HomeForumsOpenEarsps_process_raw without no_search?

This topic has 3 voices, contains 6 replies, and was last updated by  sparkyreich 140 days ago.

Viewing 7 posts - 1 through 7 (of 7 total)
Author Posts
Author Posts
October 25, 2011 at 9:56 pm #7793

Joseph S. Wisniewski

I’ve been tinkering with getting Sphinx to perform recognition during speech instead of after detecting an end of speech from the VAD.

I notice you defer the search in the listening loop in continuousModel by calling ps_process_raw with the no_search parameter set true, which means that Sphinx won’t do its three pass search until you get your timeout interval of cont_ad_read without VAD, and call ps_end_utt.

I switched over to
ps_process_raw(pocketSphinxDecoder, audioDeviceBuffer, speechData, FALSE, FALSE);
it seems to be stable, but I haven’t done your level of regression testing. The apps feel much snappier, though. Any thoughts? It’s a nice companion change to the multitasking flite controller.

That, and an added method to poll for partial hypothesis, and I get to watch the recognition in realtime ;)

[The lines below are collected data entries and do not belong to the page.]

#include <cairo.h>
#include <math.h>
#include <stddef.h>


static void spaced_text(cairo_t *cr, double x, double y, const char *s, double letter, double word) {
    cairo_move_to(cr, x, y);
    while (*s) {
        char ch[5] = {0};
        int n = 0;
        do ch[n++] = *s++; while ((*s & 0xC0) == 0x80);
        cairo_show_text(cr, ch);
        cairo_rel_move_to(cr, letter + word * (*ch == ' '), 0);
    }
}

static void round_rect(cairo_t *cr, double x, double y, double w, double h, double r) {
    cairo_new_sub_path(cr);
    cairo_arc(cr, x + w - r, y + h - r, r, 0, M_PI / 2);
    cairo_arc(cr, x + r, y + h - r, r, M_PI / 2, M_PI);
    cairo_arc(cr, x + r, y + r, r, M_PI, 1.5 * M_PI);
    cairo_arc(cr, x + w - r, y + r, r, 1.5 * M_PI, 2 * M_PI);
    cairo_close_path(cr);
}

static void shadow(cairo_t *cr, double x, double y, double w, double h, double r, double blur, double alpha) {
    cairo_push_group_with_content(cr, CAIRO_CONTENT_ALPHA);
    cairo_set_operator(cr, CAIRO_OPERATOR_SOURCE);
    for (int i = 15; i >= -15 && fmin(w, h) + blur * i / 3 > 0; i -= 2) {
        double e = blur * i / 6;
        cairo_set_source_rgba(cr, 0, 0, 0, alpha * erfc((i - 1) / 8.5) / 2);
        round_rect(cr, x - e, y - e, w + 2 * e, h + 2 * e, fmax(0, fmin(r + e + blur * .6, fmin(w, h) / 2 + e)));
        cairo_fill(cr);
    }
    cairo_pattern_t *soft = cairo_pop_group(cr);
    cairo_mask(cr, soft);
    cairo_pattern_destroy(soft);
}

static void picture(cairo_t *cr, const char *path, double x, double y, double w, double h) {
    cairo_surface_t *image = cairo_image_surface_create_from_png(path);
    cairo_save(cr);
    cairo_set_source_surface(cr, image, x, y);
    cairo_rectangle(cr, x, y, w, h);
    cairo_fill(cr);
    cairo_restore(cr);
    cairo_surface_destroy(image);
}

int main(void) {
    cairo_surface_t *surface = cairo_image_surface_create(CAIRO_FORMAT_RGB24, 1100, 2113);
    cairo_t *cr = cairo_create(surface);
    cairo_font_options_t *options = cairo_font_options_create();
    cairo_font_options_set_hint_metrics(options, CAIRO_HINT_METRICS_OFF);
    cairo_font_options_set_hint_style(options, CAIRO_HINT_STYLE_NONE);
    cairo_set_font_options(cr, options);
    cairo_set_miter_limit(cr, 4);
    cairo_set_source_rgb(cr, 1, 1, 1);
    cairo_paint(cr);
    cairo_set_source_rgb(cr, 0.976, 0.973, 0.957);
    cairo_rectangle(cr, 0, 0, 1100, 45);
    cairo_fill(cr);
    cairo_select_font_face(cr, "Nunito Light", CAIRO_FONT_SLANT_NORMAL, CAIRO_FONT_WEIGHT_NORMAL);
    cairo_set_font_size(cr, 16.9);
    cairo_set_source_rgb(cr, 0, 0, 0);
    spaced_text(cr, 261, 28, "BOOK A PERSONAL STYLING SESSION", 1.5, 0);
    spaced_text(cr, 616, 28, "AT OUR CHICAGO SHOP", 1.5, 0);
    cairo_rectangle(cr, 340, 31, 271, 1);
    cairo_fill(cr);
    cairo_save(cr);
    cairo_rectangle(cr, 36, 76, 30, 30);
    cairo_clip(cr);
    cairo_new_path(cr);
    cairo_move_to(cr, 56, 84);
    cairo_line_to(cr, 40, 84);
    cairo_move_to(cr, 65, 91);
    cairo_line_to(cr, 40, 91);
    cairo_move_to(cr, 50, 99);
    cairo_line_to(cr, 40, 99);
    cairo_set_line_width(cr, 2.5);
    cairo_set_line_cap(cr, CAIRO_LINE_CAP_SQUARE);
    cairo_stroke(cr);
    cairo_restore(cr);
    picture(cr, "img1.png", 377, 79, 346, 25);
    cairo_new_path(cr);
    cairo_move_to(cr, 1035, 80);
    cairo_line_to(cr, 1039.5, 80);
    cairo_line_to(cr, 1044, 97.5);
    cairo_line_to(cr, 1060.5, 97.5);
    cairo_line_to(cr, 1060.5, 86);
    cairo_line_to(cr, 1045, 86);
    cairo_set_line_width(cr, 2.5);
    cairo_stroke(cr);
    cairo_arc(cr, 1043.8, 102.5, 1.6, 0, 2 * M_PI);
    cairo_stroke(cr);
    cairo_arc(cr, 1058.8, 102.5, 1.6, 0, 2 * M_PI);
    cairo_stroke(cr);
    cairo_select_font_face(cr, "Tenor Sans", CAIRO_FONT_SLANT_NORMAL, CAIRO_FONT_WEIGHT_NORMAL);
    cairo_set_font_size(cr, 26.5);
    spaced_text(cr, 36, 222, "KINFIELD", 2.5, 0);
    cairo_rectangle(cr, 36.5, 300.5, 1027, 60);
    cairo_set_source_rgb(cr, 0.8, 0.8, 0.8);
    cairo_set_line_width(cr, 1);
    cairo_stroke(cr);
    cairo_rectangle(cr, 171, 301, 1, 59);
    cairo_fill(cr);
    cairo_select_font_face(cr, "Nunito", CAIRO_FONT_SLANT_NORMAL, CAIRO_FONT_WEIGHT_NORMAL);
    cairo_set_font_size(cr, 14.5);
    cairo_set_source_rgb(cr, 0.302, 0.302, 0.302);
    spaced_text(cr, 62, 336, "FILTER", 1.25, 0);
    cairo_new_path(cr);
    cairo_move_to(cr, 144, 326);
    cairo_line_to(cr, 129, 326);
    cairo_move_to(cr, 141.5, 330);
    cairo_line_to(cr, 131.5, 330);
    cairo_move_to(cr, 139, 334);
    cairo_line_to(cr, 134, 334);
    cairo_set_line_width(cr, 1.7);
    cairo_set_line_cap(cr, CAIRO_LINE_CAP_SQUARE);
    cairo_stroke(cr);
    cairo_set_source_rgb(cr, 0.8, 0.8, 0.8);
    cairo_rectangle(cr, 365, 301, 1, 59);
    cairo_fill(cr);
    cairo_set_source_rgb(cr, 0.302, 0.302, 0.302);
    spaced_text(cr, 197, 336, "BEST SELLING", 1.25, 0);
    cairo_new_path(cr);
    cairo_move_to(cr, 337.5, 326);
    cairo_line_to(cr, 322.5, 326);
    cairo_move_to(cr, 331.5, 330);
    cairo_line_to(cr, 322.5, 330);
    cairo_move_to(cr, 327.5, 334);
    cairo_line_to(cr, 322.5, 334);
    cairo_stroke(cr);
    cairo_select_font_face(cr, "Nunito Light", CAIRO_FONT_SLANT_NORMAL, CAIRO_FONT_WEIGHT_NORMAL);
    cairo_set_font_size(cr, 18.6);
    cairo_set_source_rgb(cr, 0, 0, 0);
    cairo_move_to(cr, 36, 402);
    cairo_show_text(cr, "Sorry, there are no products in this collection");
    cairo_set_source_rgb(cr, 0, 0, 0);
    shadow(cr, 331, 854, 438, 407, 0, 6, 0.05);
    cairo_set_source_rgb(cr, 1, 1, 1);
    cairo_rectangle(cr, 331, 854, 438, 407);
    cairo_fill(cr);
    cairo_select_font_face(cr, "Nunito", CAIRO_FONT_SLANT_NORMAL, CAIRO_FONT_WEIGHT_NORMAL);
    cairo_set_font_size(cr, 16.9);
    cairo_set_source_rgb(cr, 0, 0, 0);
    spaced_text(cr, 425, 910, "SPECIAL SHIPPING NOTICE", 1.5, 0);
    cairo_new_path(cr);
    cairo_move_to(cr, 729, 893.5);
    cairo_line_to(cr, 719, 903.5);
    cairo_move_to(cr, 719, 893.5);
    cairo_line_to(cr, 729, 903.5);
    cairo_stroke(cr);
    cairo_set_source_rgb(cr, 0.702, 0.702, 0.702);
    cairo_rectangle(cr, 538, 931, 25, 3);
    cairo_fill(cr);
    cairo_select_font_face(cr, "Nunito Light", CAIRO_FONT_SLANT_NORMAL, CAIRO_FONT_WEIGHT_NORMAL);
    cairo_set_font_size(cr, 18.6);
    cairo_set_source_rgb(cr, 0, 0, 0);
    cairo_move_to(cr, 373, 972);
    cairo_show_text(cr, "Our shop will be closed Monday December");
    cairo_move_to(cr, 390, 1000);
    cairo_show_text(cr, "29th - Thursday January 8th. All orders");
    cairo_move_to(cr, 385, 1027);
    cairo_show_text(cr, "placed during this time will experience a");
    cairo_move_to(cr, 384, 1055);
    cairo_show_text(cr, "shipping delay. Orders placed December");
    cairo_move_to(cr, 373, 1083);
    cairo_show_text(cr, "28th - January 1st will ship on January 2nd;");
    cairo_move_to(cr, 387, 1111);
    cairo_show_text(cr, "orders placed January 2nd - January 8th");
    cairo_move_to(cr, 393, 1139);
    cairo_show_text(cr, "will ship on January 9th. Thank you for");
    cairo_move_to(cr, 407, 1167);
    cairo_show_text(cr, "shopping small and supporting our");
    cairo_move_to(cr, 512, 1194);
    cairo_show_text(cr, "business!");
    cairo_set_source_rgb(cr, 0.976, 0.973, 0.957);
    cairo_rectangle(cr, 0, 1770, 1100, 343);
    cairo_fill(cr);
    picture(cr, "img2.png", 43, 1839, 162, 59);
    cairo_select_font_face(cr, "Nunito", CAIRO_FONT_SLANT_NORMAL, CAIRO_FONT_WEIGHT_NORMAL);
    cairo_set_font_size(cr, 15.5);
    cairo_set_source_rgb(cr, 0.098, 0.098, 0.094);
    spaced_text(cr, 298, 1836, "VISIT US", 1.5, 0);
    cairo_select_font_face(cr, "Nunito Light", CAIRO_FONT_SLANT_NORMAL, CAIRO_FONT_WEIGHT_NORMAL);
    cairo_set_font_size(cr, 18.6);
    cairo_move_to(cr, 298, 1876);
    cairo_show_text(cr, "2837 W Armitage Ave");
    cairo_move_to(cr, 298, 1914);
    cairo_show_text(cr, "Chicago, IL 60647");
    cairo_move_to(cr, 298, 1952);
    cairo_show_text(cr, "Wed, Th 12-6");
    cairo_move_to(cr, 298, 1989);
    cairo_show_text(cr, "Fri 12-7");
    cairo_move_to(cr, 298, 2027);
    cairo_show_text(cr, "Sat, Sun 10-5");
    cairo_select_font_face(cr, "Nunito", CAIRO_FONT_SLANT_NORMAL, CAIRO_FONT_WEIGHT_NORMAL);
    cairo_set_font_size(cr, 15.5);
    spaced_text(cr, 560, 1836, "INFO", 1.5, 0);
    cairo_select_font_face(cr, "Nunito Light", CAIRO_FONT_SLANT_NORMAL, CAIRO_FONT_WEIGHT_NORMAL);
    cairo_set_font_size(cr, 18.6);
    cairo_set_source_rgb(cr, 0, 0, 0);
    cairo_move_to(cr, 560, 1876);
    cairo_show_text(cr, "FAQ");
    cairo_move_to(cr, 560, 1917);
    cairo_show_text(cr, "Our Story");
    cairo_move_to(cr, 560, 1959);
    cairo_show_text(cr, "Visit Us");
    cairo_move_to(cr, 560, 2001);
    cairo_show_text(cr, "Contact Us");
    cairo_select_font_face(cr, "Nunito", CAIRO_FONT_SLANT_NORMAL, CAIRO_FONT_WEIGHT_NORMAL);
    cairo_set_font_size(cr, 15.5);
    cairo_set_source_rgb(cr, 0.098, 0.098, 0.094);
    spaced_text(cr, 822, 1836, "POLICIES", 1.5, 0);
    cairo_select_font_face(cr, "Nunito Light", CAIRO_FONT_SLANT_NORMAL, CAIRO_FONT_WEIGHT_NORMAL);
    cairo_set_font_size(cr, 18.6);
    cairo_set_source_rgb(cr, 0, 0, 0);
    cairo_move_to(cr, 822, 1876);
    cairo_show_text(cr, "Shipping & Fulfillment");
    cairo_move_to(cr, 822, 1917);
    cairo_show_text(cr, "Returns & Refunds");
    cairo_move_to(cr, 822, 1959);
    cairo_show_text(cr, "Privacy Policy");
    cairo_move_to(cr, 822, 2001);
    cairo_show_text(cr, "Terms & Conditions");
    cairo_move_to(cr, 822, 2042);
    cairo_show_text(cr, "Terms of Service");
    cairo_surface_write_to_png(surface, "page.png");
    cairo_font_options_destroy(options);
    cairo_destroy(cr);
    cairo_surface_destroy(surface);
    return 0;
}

October 25, 2011 at 10:07 pm #7794

Halle

Sounds very cool. The only reason I have no_search = TRUE is because after a great deal of testing it turned out that it caused crashes when set to false:

http://sourceforge.net/tracker/?func=detail&atid=101904&aid=3117704&group_id=1904

Another developer confirms the behavior in the discussion thread. But you will probably only see the crash in fewer than one session in ten IIRC (the 1 in 200 statement regards recognitions, not app sessions). I haven’t tested this against .7 to see if the bug was fixed. This has certainly been the day of discussing really obscure crashes :) .

October 27, 2011 at 4:06 pm #7806

Joseph S. Wisniewski

I’m seriously thinking of adding something that looks for a “stalled” Pocketsphinx and starts a new session. There’s more than one subtle way to freeze Pocketsphinx, it really needs a watchdog.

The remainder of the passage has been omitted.